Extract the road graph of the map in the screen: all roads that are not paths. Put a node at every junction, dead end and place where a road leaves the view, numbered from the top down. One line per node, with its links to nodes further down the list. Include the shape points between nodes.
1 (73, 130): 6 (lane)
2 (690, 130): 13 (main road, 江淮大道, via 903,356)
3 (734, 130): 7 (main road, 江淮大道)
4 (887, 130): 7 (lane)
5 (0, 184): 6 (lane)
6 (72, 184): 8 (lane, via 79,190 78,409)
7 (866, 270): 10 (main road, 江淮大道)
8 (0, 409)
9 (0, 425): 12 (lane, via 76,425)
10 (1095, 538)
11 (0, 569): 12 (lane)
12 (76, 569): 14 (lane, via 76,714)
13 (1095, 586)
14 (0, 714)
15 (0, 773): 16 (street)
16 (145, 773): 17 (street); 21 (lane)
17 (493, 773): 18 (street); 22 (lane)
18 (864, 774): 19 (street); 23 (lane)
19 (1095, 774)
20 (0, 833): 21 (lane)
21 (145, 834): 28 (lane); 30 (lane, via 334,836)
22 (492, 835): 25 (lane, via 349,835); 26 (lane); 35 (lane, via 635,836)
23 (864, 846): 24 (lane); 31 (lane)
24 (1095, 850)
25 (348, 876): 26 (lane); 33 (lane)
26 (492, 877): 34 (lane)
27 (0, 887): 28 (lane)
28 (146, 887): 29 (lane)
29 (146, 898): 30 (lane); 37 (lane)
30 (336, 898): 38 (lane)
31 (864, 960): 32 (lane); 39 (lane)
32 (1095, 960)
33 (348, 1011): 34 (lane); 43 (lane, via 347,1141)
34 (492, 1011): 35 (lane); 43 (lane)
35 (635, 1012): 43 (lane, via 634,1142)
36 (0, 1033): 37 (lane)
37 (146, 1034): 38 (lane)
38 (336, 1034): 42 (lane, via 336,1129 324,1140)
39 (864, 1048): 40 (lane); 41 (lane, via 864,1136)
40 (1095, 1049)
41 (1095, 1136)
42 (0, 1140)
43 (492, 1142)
....................
# What needs to be done:
The answer must consist of every line above that contains the word "road".

# Solution for this exercise:
Extract the road graph of the map in the screen: all roads that are not paths. Put a node at every junction, dead end and place where a road leaves the view, numbered from the top down. One line per node, with its links to nodes further down the list. Include the shape points between nodes.
2 (690, 130): 13 (main road, 江淮大道, via 903,356)
3 (734, 130): 7 (main road, 江淮大道)
7 (866, 270): 10 (main road, 江淮大道)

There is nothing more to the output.